Exercise requirements:
Each entry should be copied as it stands, leaving the pictures behind.

Data entries
--- --- ---

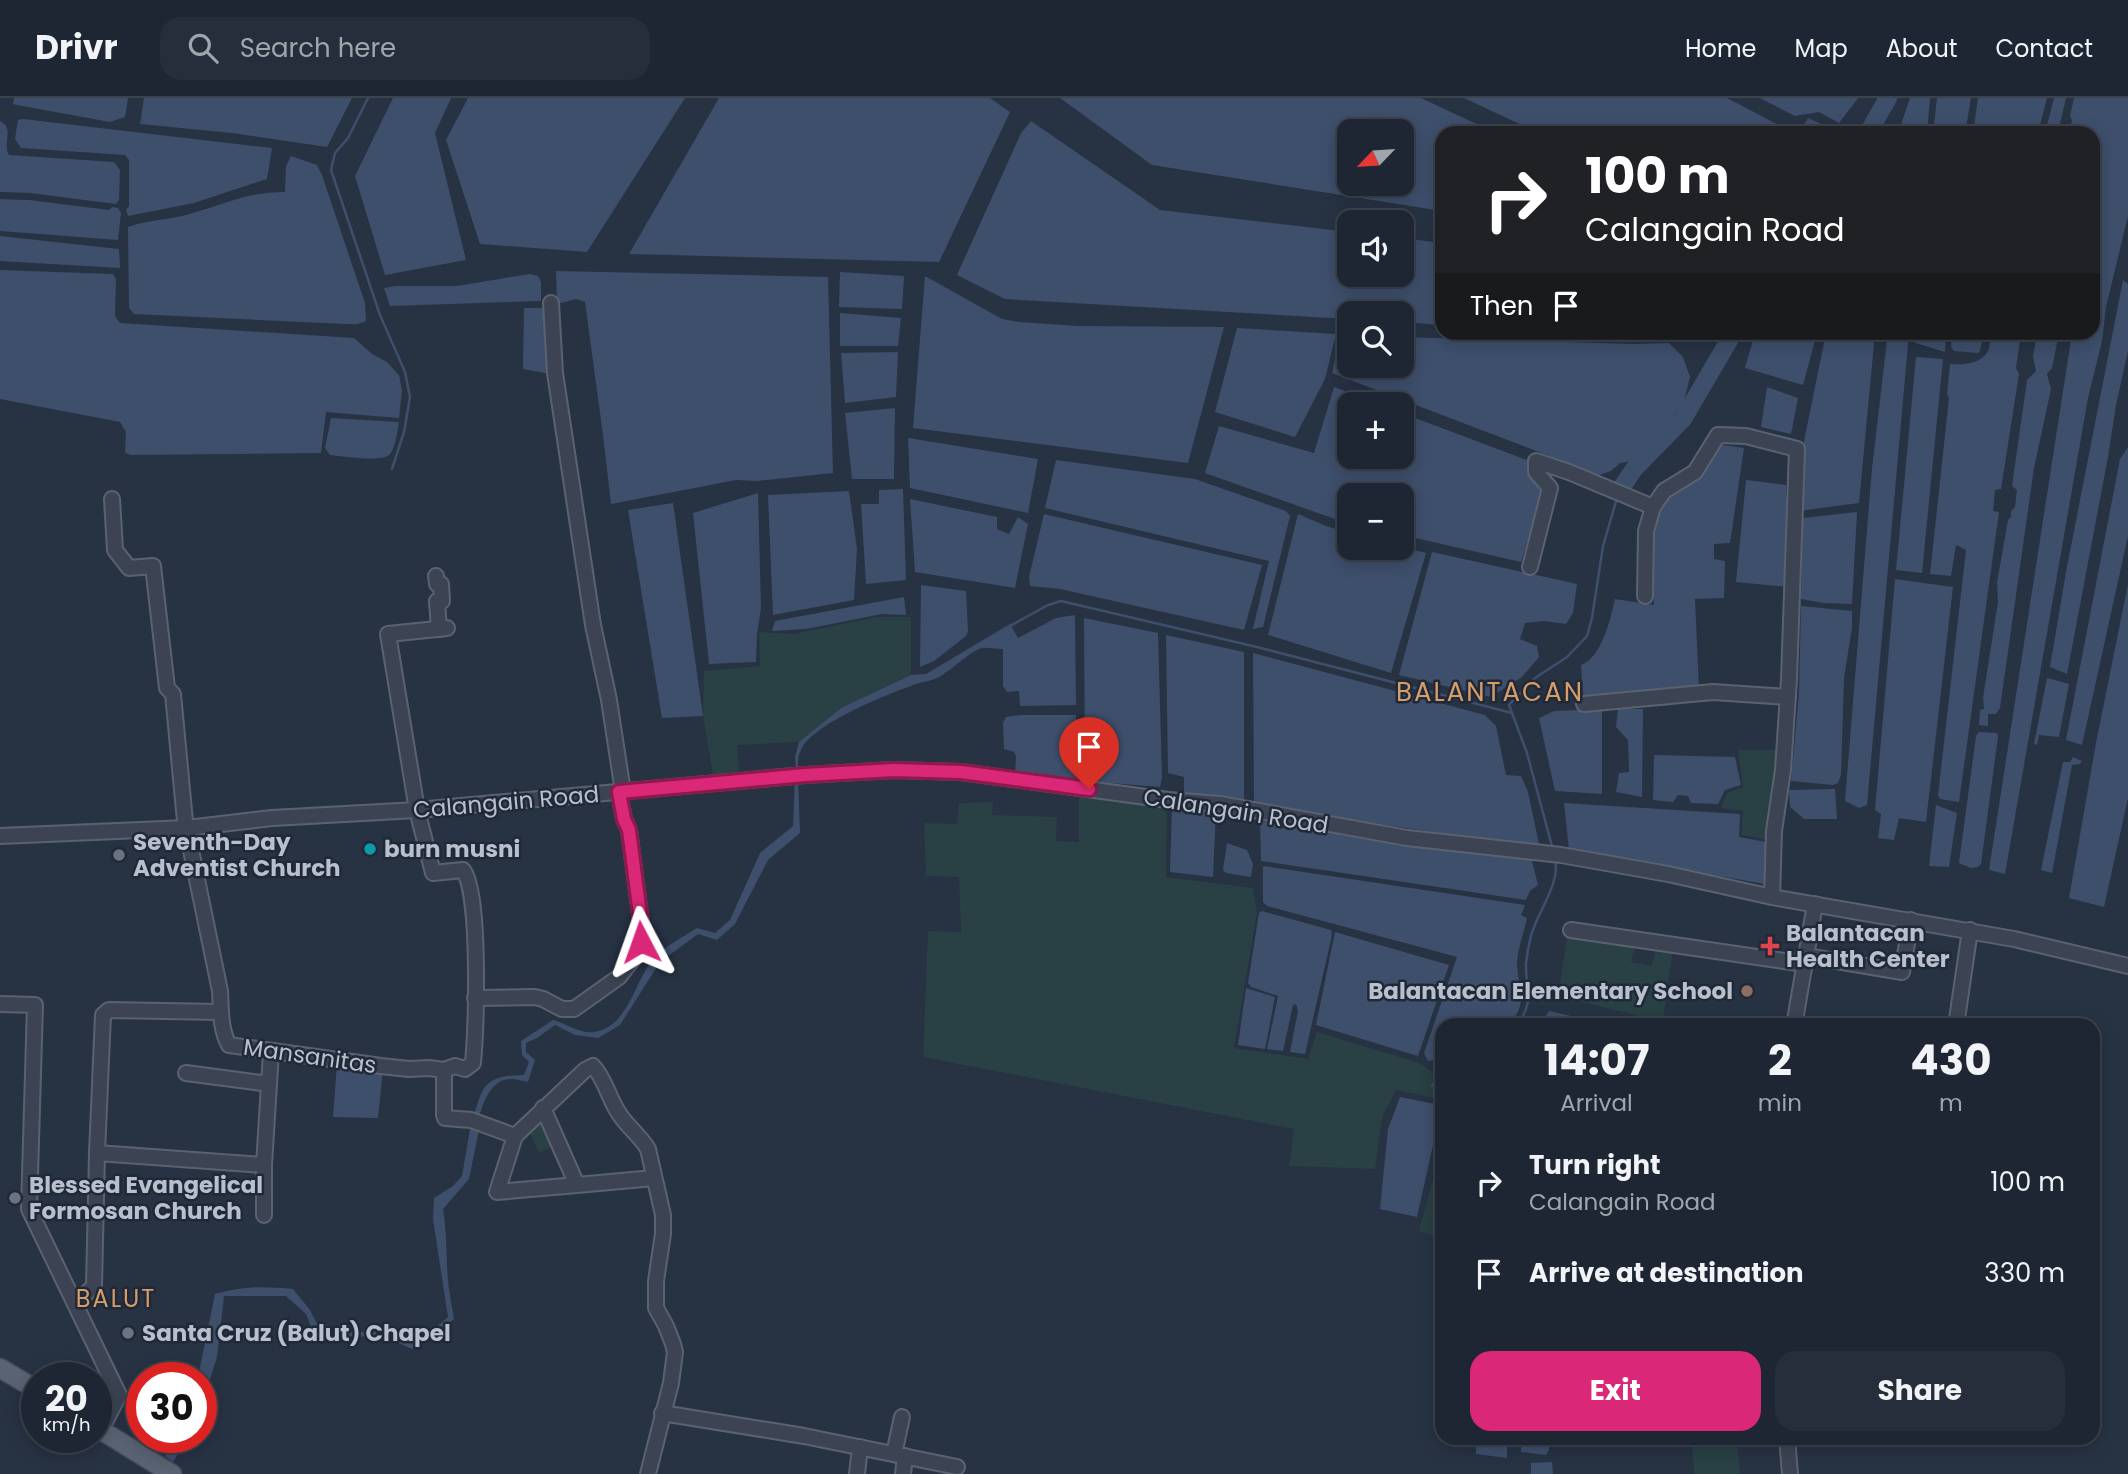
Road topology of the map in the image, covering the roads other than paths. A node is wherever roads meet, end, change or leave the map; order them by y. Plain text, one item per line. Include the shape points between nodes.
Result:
1 (551, 303) dead end
2 (112, 499) dead end
3 (1653, 507) junction
4 (1530, 567) dead end
5 (436, 576) dead end
6 (1645, 596) dead end
7 (1788, 697) junction
8 (1584, 704) dead end
9 (621, 792) junction
10 (417, 810) junction
11 (187, 828) junction
12 (0, 836) edge
13 (1772, 897) junction
14 (1815, 905) junction
15 (1911, 920) junction
16 (1571, 930) dead end
17 (1970, 930) junction
18 (1806, 960) junction
19 (2128, 966) edge
20 (475, 998) junction
21 (0, 1004) edge
22 (220, 1012) junction
23 (1795, 1018) edge
24 (1957, 1018) edge
25 (271, 1052) junction
26 (444, 1070) junction
27 (186, 1073) dead end
28 (269, 1084) junction
29 (543, 1108) junction
30 (515, 1136) junction
31 (97, 1153) junction
32 (264, 1165) junction
33 (654, 1178) junction
34 (577, 1185) junction
35 (264, 1215) dead end
36 (75, 1304) junction
37 (103, 1362) edge
38 (0, 1368) edge
39 (21, 1380) edge
40 (112, 1381) edge
41 (112, 1407) edge
42 (662, 1413) junction
43 (902, 1417) dead end
44 (112, 1437) edge
45 (1788, 1445) edge
46 (860, 1447) junction
47 (900, 1455) junction
48 (957, 1466) dead end
49 (165, 1470) edge
50 (648, 1474) edge
51 (857, 1474) edge
52 (903, 1474) edge
53 (1790, 1474) edge

1 - 9 street via 555,373
2 - 11 street, Mansanitas via 115,550 129,568 153,566
3 - 4 street via 1536,461 1536,472 1550,488
3 - 6 street via 1646,531
3 - 7 street via 1664,491 1695,472 1718,435 1746,436 1797,449
5 - 10 street via 441,584 442,601 437,601 443,629 388,634
7 - 8 street via 1713,692
7 - 13 street
9 - 10 street, Calangain Road
9 - 13 street, Calangain Road via 799,775 961,772 1220,804 1407,838 1561,855
9 - 20 street via 641,922 636,955 619,977 574,1009 562,1009 535,997
10 - 11 street, Calangain Road
10 - 20 street via 433,873 463,870 467,876 474,914
11 - 12 street, Calangain Road
11 - 22 street, Mansanitas via 220,991
13 - 14 street, Calangain Road
14 - 15 street, Calangain Road
14 - 18 street
15 - 17 street, Calangain Road
15 - 18 street via 1902,972
16 - 18 street
17 - 19 street, Calangain Road
17 - 24 street
18 - 23 street
20 - 26 street via 472,1063 465,1069
21 - 36 street via 35,1004 29,1209
22 - 25 street, Mansanitas via 229,1045
22 - 31 street via 109,1010 103,1016
25 - 26 street, Mansanitas
25 - 28 street
26 - 30 street via 445,1118 476,1122
27 - 28 street
28 - 32 street
29 - 30 street
29 - 33 street via 593,1066 618,1112 648,1149
29 - 34 street
30 - 34 street via 497,1192
31 - 32 street
31 - 36 street via 94,1286
32 - 35 street
33 - 34 street
33 - 42 street via 663,1215 656,1308 675,1353
36 - 37 street
38 - 39 main road
40 - 41 street via 119,1395
42 - 46 street
42 - 50 street
43 - 47 street
44 - 49 main road
45 - 53 street
46 - 47 street
46 - 51 street
47 - 48 street
47 - 52 street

--- --- ---

Output of the exercise:
Road topology of the map in the image, covering the roads other than paths. A node is wherever roads meet, end, change or leave the map; order them by y. Plain text, one item per line. Include the shape points between nodes.
Result:
1 (551, 303) dead end
2 (112, 499) dead end
3 (1653, 507) junction
4 (1530, 567) dead end
5 (436, 576) dead end
6 (1645, 596) dead end
7 (1788, 697) junction
8 (1584, 704) dead end
9 (621, 792) junction
10 (417, 810) junction
11 (187, 828) junction
12 (0, 836) edge
13 (1772, 897) junction
14 (1815, 905) junction
15 (1911, 920) junction
16 (1571, 930) dead end
17 (1970, 930) junction
18 (1806, 960) junction
19 (2128, 966) edge
20 (475, 998) junction
21 (0, 1004) edge
22 (220, 1012) junction
23 (1795, 1018) edge
24 (1957, 1018) edge
25 (271, 1052) junction
26 (444, 1070) junction
27 (186, 1073) dead end
28 (269, 1084) junction
29 (543, 1108) junction
30 (515, 1136) junction
31 (97, 1153) junction
32 (264, 1165) junction
33 (654, 1178) junction
34 (577, 1185) junction
35 (264, 1215) dead end
36 (75, 1304) junction
37 (103, 1362) edge
38 (0, 1368) edge
39 (21, 1380) edge
40 (112, 1381) edge
41 (112, 1407) edge
42 (662, 1413) junction
43 (902, 1417) dead end
44 (112, 1437) edge
45 (1788, 1445) edge
46 (860, 1447) junction
47 (900, 1455) junction
48 (957, 1466) dead end
49 (165, 1470) edge
50 (648, 1474) edge
51 (857, 1474) edge
52 (903, 1474) edge
53 (1790, 1474) edge

1 - 9 street via 555,373
2 - 11 street, Mansanitas via 115,550 129,568 153,566
3 - 4 street via 1536,461 1536,472 1550,488
3 - 6 street via 1646,531
3 - 7 street via 1664,491 1695,472 1718,435 1746,436 1797,449
5 - 10 street via 441,584 442,601 437,601 443,629 388,634
7 - 8 street via 1713,692
7 - 13 street
9 - 10 street, Calangain Road
9 - 13 street, Calangain Road via 799,775 961,772 1220,804 1407,838 1561,855
9 - 20 street via 641,922 636,955 619,977 574,1009 562,1009 535,997
10 - 11 street, Calangain Road
10 - 20 street via 433,873 463,870 467,876 474,914
11 - 12 street, Calangain Road
11 - 22 street, Mansanitas via 220,991
13 - 14 street, Calangain Road
14 - 15 street, Calangain Road
14 - 18 street
15 - 17 street, Calangain Road
15 - 18 street via 1902,972
16 - 18 street
17 - 19 street, Calangain Road
17 - 24 street
18 - 23 street
20 - 26 street via 472,1063 465,1069
21 - 36 street via 35,1004 29,1209
22 - 25 street, Mansanitas via 229,1045
22 - 31 street via 109,1010 103,1016
25 - 26 street, Mansanitas
25 - 28 street
26 - 30 street via 445,1118 476,1122
27 - 28 street
28 - 32 street
29 - 30 street
29 - 33 street via 593,1066 618,1112 648,1149
29 - 34 street
30 - 34 street via 497,1192
31 - 32 street
31 - 36 street via 94,1286
32 - 35 street
33 - 34 street
33 - 42 street via 663,1215 656,1308 675,1353
36 - 37 street
38 - 39 main road
40 - 41 street via 119,1395
42 - 46 street
42 - 50 street
43 - 47 street
44 - 49 main road
45 - 53 street
46 - 47 street
46 - 51 street
47 - 48 street
47 - 52 street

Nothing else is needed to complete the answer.